本書の主人公、まりかは小学校に入り、いろいろなことにお金がかかることに気づきます。そして、お金について調べていくうちに、「ひんこん」の存在に気づきます。どうしてそうなってしまうのでしょう?
日本の子どもの貧困率は先進国の中でも高いといわれています。一時期と比べると低下してきているものの、依然として高く、コロナの影響で高まることが懸念されています。特に、相対的貧困の生活水準で暮らしている世帯の半数がひとり親世帯であり、この世帯の生活水準が一層低下する恐れがあります。 そういう現実があるということを、親と子はどう考えていくべきなのでしょうか? 本書を通じて、まずは基本的なことを知ったうえで、親子で一緒に「貧困」や「格差」、「公平」について考えてみましょう。
最近ニュースで貧困という言葉がよく出てきますし、「子どもの?」がつくことが多いので、この本の読み手対象の小学生には興味を持つ話題だと思います。
ただ実際には「ひんこん」の言葉の意味をわかっていない子が多いでしょうし、その状況や要因はさまざまですから、どこまでわかりやすく伝えるか、執筆された阿部さんはじめ編集者の方々は苦心されたでしょう。
全体を読んで、細かなことにはふれず、いい意味でざっくりと書かれているのがよかったと思いました。

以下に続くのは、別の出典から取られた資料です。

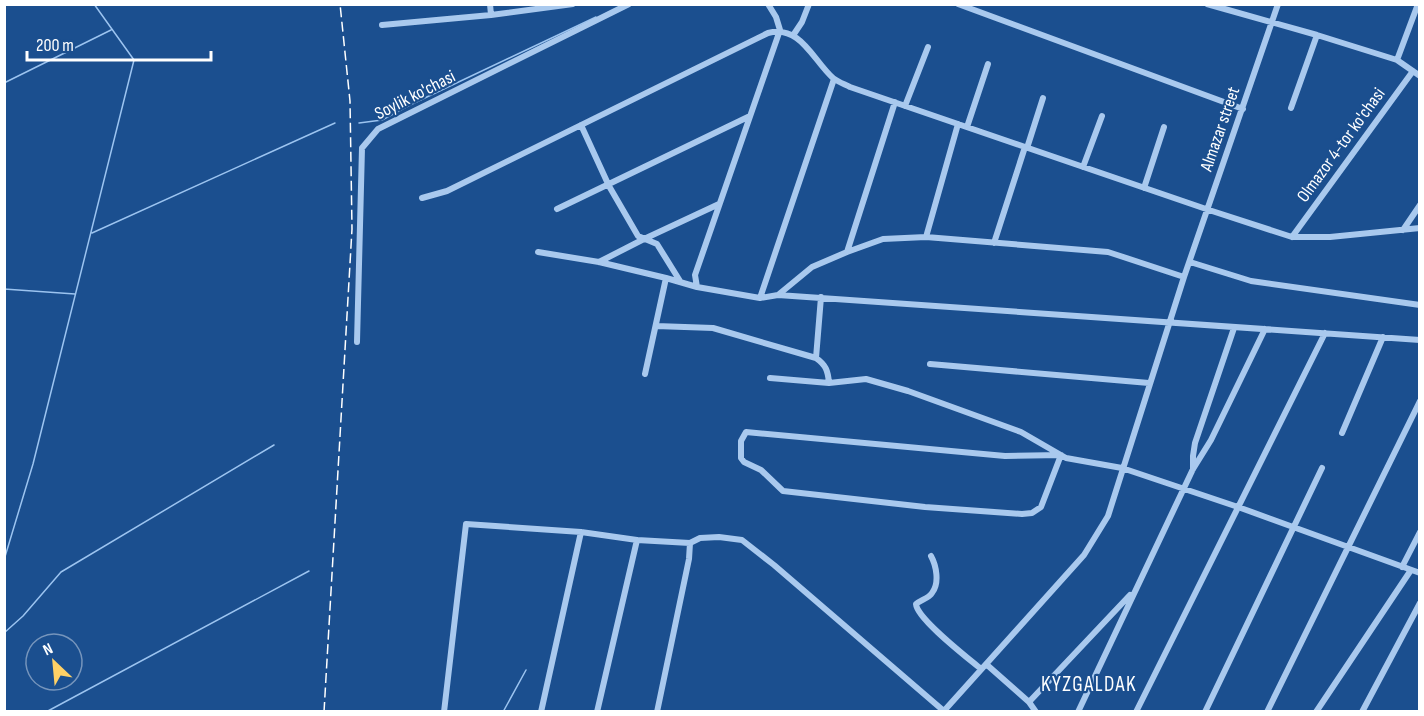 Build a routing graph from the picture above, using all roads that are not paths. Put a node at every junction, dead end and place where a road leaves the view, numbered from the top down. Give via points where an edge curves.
1 (490, 4) edge
2 (573, 4) edge
3 (768, 4) edge
4 (809, 4) edge
5 (958, 4) edge
6 (1207, 4) edge
7 (1278, 4) edge
8 (1418, 4) edge
9 (627, 5) edge
10 (491, 15) junction
11 (1272, 22) junction
12 (382, 25) dead end
13 (780, 30) junction
14 (794, 34) junction
15 (1317, 35) junction
16 (928, 47) dead end
17 (1397, 60) junction
18 (988, 64) dead end
19 (1413, 71) junction
20 (1419, 76) edge
21 (834, 79) junction
22 (1043, 98) dead end
23 (895, 102) junction
24 (905, 106) junction
25 (1291, 108) dead end
26 (1243, 109) junction
27 (750, 116) junction
28 (1102, 116) dead end
29 (958, 124) junction
30 (581, 125) junction
31 (967, 127) junction
32 (1164, 127) dead end
33 (1026, 147) junction
34 (1083, 167) junction
35 (609, 186) junction
36 (1144, 188) junction
37 (422, 198) dead end
38 (720, 204) junction
39 (1419, 205) edge
40 (557, 209) dead end
41 (1209, 210) junction
42 (1419, 228) edge
43 (1402, 230) junction
44 (926, 237) junction
45 (1292, 237) junction
46 (644, 238) junction
47 (994, 243) junction
48 (538, 252) dead end
49 (847, 252) junction
50 (599, 262) junction
51 (1190, 262) junction
52 (1184, 277) junction
53 (666, 278) junction
54 (680, 281) junction
55 (697, 287) junction
56 (778, 295) junction
57 (821, 297) junction
58 (760, 298) junction
59 (1419, 305) edge
60 (1168, 323) junction
61 (656, 326) junction
62 (1234, 327) junction
63 (1265, 329) junction
64 (1325, 333) junction
65 (1383, 337) junction
66 (1419, 340) edge
67 (357, 342) dead end
68 (816, 358) junction
69 (930, 364) dead end
70 (645, 374) dead end
71 (770, 378) dead end
72 (829, 383) junction
73 (1149, 383) junction
74 (1419, 401) edge
75 (1342, 432) dead end
76 (1061, 455) junction
77 (1122, 468) junction
78 (1322, 468) dead end
79 (1193, 469) junction
80 (1184, 489) junction
81 (1238, 507) junction
82 (1293, 527) junction
83 (581, 532) junction
84 (1419, 532) edge
85 (637, 540) junction
86 (690, 543) junction
87 (1348, 547) junction
88 (931, 556) dead end
89 (1402, 567) junction
90 (1411, 570) junction
91 (1419, 573) edge
92 (1135, 591) junction
93 (1419, 603) edge
94 (983, 666) junction
95 (1029, 702) junction
96 (444, 711) edge
97 (541, 711) edge
98 (597, 711) edge
99 (657, 711) edge
100 (944, 711) edge
101 (1036, 711) edge
102 (1078, 711) edge
103 (1136, 711) edge
104 (1205, 711) edge
105 (1267, 711) edge
106 (1316, 711) edge
107 (1362, 711) edge

1 - 10 street
2 - 10 street
3 - 13 street
4 - 14 street
5 - 26 street
6 - 11 street
7 - 11 street, Almazar street
8 - 17 street
9 - 67 street, Soylik ko'chasi via 378,129 362,148
10 - 12 street
11 - 15 street
11 - 26 street, Almazar street
13 - 14 street
13 - 27 street
13 - 30 street
14 - 21 street
15 - 17 street
15 - 25 street
16 - 24 street
17 - 19 street
18 - 31 street
19 - 20 street
19 - 45 street, Olmazor 4-tor ko'chasi
21 - 23 street
21 - 58 street
22 - 33 street
23 - 24 street
23 - 49 street
24 - 29 street
26 - 41 street, Almazar street
27 - 35 street
27 - 38 street
28 - 34 street
29 - 31 street
29 - 44 street
30 - 35 street
30 - 37 street via 447,191
31 - 33 street
32 - 36 street
33 - 34 street
33 - 47 street
34 - 36 street
35 - 40 street
35 - 46 street via 638,236
36 - 41 street
38 - 46 street
38 - 55 street via 695,275
39 - 43 street
41 - 45 street
41 - 51 street, Almazar street
42 - 43 street
43 - 45 street
44 - 47 street
44 - 49 street via 883,239
46 - 50 street
46 - 54 street via 657,244
47 - 52 street via 1108,252
48 - 50 street
49 - 56 street via 812,267
50 - 53 street
51 - 52 street, Almazar street
51 - 59 street via 1251,281
52 - 60 street, Almazar street
53 - 54 street
53 - 61 street
54 - 55 street
55 - 58 street
56 - 57 street
56 - 58 street
57 - 60 street
57 - 68 street
60 - 62 street
60 - 73 street, Almazar street
61 - 68 street via 713,328
61 - 70 street
62 - 63 street
62 - 79 street via 1195,443
63 - 64 street
63 - 79 street
64 - 65 street
64 - 81 street
65 - 66 street
65 - 75 street
68 - 72 street via 824,364
69 - 73 street
71 - 72 street
72 - 76 street via 866,379 908,391 1022,432
73 - 77 street, Almazar street
74 - 87 street
76 - 76 street via 1041,507 1022,514 783,491 761,470 744,462 740,449 746,432 752,432 1005,456
76 - 77 street
77 - 80 street
77 - 94 street, Almazar street via 1108,516 1084,555
78 - 82 street
79 - 80 street
80 - 81 street
80 - 92 street
81 - 82 street
81 - 103 street
82 - 87 street
82 - 104 street
83 - 85 street
83 - 96 street via 466,524
83 - 97 street
84 - 89 street
85 - 86 street
85 - 98 street
86 - 99 street
86 - 100 street via 700,538 742,540
87 - 89 street
87 - 105 street
88 - 94 street via 936,572 934,589 918,602 917,610
89 - 90 street
90 - 91 street
90 - 106 street
92 - 95 street
92 - 102 street
93 - 107 street
94 - 95 street
94 - 100 street, Almazar street
95 - 101 street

この本を読んだ子がさらに、日本の子どもの貧困に関心を持って、ニュースを見たり話を聞いたりして、いろんな厳しいケースがあること、それに対していろんな取り組みをしていることを知ろうとする、そのきっかけになればいいと思うので。
ずっと会話の形で書かれているのも読みやすいと思います。
小学生の子たちが自分のこととして受け取り、自分に何ができるかを考える「教科書」になると思いました。大人の私が読んでも十分読みごたえがありました。 (よし99さん 50代・じいじ・ばあば 女の子0歳)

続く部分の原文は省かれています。